Criticism of religion in “y no se lo trago la tierra”

Unquestionably, Tomas Rivera is criticizing the role that religion plays in the lives of the migrant workers. Since religion is an inherent part of the lives of the characters, it is inevitably a part of almost every story. And Rivera seems to think that religion is one of the oppressive factors keeping the migrant workers in the vicious cycle of a troublesome life full of exploitation and suffering. He criticizes the Church on a moral level: the chapter in which the protagonist sees the nun and the priest making love in the sastreria puts emphasis on its hypocrisy. The young man is trying to find out who he is, his place in society, and religion is a huge obstacle to this. Taught that sex is a sin, something dirty and base, he is told to deny himself and one of the core elements of his identity. He criticizes religion at a grassroots level – where priests find it more important to take donations for the parish fund than to address problems in the community, the problems that Rivera is describing for us.
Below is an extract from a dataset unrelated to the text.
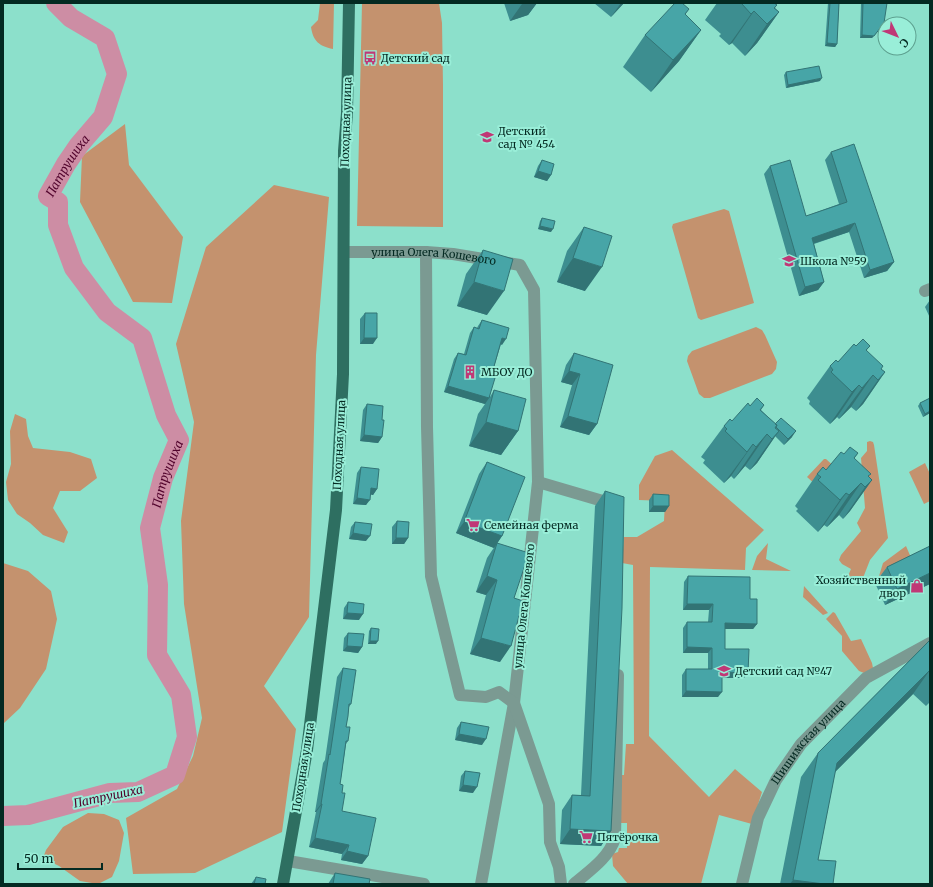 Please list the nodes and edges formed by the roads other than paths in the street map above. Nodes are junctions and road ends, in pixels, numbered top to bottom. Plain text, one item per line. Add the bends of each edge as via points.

Rivera takes a very existentialist view on life: the protagonist must make his own live, take control of his own destiny, and break away from the vicious migrant cycle which is partly imposed by religion.
The protagonist questions good and evil…he asks: what is good? what is evil? He curses God and calls out for the Devil, and sees that life is arbitrary, that religion doesn’t have control of his life. He questions his mother’s belief that there is really a God out there who will grant your wishes if you are good and punish you if you are bad. What kind of God is that, he asks?
In the very end, when he climbs out from under the house, he is free from this oppression…he smiles because he realizes that he is free, he is in control, it is his life to live and no one else’s…that he hasn’t lost anything, and that everything is related….therefore that everything is in his control.